“Enquanto não valorizarmos o nosso património e interiorizarmos a importância da sua defesa, na prática os desabafos acalorados em tempos de crise ou em manifestações não passarão disso mesmo”, afirma António Heitor.
Um ano diferente mas na prática semelhante a tantos outros. Será que nos apercebemos disso?
Não sei se é da idade mas cada vez dou mais valor aos pequenos momentos da vida. Da longa lista deste ano destaco três. Esta distinção deve-se ao facto de que todos me demonstraram a cumplicidade entre o mundo rural e o natural, ao mesmo tempo que me puseram a pensar sobre a complexidade inerente a essa relação. Fazem-me estar mais convencido de que é tão errado “ruralizar o mundo natural” quanto “naturalizar o mundo rural”. Ambos se regem por regras e lógicas próprias que quando aplicadas ao “outro mundo” destroem a diversidade e a complexidade de relações que é a base da sobrevivência dos seus recursos.
Olhando para os últimos 12 meses estivemos pandémicos e confinados enquanto uma guerra começava. Lá desconfinámos e a água começou a faltar, mas fomos e voltámos de férias, enquanto assistíamos outra vez a grandes incêndios e à seca instalada no país. Todavia recomeçámos as aulas sabendo de um “novo” aeroporto, fizemos greves e fechámos escolas, fomos ao mundial e tivemos cheias nos “nossos quintais”.
Dito assim foi um ano e peras. Na verdade foi apenas mais um ano, com situações gravíssimas é verdade, com problemas complexos e de resolução complicada. Mas será que algo mudou de substancial? Será que mudámos algo nos nossos comportamentos e atitudes? Infelizmente não, embora aceite que possam ter existido mudanças “individuais e localizadas”, embora de substancial pouco eficientes.

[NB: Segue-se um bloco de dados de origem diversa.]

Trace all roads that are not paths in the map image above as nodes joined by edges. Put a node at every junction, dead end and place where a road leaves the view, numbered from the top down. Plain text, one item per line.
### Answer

O que me leva a ter este aparente pessimismo? Em primeiro lugar uma percepção de que continuamos longe de conhecermos e valorizarmos os nossos recursos, sejam eles naturais, rurais ou culturais. Em segundo lugar, porque continuo a ver lixo por todo o lado, o que não depende de regulamentação ou vontade política. Por último, porque esses momentos “naturais” a que assisti contradizem a retórica do fim que se aproxima e dos cenários apocalípticos associados. Não me parece que esta “narrativa” seja seguramente a melhor forma de consciencializar as mentes de todos nós, até porque o lixo continua no chão.

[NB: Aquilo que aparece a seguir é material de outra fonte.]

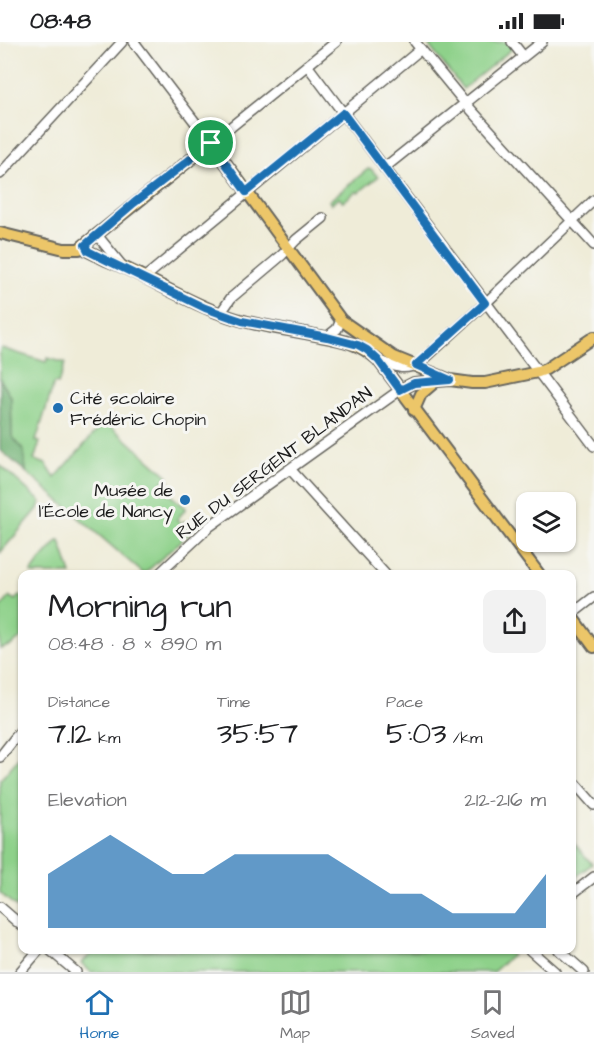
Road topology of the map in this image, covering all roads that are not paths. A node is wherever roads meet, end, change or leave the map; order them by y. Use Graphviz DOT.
graph roads {
  1 [pos="122,42"];
  2 [pos="134,42"];
  3 [pos="336,42"];
  4 [pos="512,42"];
  5 [pos="542,42"];
  6 [pos="418,46"];
  7 [pos="524,57"];
  8 [pos="307,65"];
  9 [pos="465,103"];
  10 [pos="343,113"];
  11 [pos="211,143"];
  12 [pos="384,168"];
  13 [pos="0,174"];
  14 [pos="246,192"];
  15 [pos="594,200"];
  16 [pos="323,218"];
  17 [pos="572,220"];
  18 [pos="4,235"];
  19 [pos="97,235"];
  20 [pos="85,245"];
  21 [pos="594,245"];
  22 [pos="288,248"];
  23 [pos="123,267"];
  24 [pos="144,278"];
  25 [pos="485,303"];
  26 [pos="220,314"];
  27 [pos="341,320"];
  28 [pos="327,337"];
  29 [pos="594,337"];
  30 [pos="378,360"];
  31 [pos="416,365"];
  32 [pos="538,372"];
  33 [pos="450,380"];
  34 [pos="436,381"];
  35 [pos="400,390"];
  36 [pos="414,410"];
  37 [pos="594,446"];
  38 [pos="290,469"];
  39 [pos="163,570"];
  40 [pos="381,570"];
  41 [pos="536,570"];
  42 [pos="594,597"];
  43 [pos="576,613"];
  44 [pos="576,622"];
  45 [pos="594,647"];
  46 [pos="18,733"];
  47 [pos="2,751"];
  48 [pos="576,785"];
  49 [pos="594,805"];
  50 [pos="594,877"];
  51 [pos="576,891"];
  52 [pos="0,907"];
  53 [pos="18,923"];
  54 [pos="36,954"];
  55 [pos="55,954"];
  56 [pos="535,954"];
  57 [pos="564,954"];
  58 [pos="20,972"];
  59 [pos="76,972"];
  60 [pos="555,972"];
  61 [pos="584,972"];
  1 -- 13 [label="street"];
  2 -- 11 [label="street"];
  3 -- 8 [label="street"];
  4 -- 7 [label="street"];
  5 -- 7 [label="street"];
  6 -- 9 [label="street"];
  6 -- 10 [label="street"];
  7 -- 9 [label="street"];
  8 -- 10 [label="street"];
  8 -- 11 [label="street"];
  9 -- 12 [label="street"];
  9 -- 17 [label="street"];
  10 -- 12 [label="street"];
  10 -- 14 [label="street"];
  11 -- 14 [label="main road"];
  11 -- 19 [label="main road"];
  12 -- 25 [label="street"];
  14 -- 22 [label="main road"];
  14 -- 24 [label="street"];
  15 -- 17 [label="street"];
  16 -- 22 [label="street"];
  17 -- 21 [label="street"];
  17 -- 25 [label="street"];
  18 -- 20 [label="main road"];
  19 -- 20 [label="main road"];
  19 -- 23 [label="street"];
  20 -- 23 [label="main road"];
  22 -- 26 [label="street"];
  22 -- 27 [label="main road"];
  23 -- 24 [label="main road"];
  24 -- 26 [label="main road"];
  25 -- 31 [label="street"];
  25 -- 32 [label="street"];
  26 -- 28 [label="main road"];
  27 -- 28 [label="street"];
  27 -- 31 [label="main road"];
  28 -- 30 [label="main road"];
  29 -- 32 [label="main road"];
  30 -- 31 [label="street"];
  30 -- 35 [label="main road"];
  31 -- 33 [label="main road"];
  32 -- 33 [label="main road"];
  32 -- 37 [label="street"];
  33 -- 34 [label="main road"];
  34 -- 35 [label="main road"];
  34 -- 36 [label="main road"];
  35 -- 36 [label="main road"];
  35 -- 38 [label="street, RUE DU SERGENT BLANDAN"];
  36 -- 41 [label="main road"];
  38 -- 39 [label="street, RUE DU SERGENT BLANDAN"];
  38 -- 40 [label="street"];
  42 -- 43 [label="street"];
  44 -- 45 [label="main road"];
  46 -- 47 [label="street"];
  48 -- 49 [label="street"];
  50 -- 51 [label="street"];
  52 -- 53 [label="street"];
  54 -- 58 [label="street"];
  55 -- 59 [label="street"];
  56 -- 60 [label="street"];
  57 -- 61 [label="street"];
}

Mas vamos lá aos ditos momentos. O mais relevante aconteceu em Agosto, quando reencontrei a 44. na Lezíria de Vila Franca, em pleno estuário do Tejo. Esta águia-pesqueira nascida em França, anilhada pelo Rolf Wahl em 2014, regressa sempre ao mesmo sítio para passar o Outono e o Inverno, regressando a França para se reproduzir. Desde 2016, o nosso reencontro acontece no mesmo poste, muitas das vezes interrompendo o almoço da 44 francesa, mas ela parece pouco incomodada com esse facto.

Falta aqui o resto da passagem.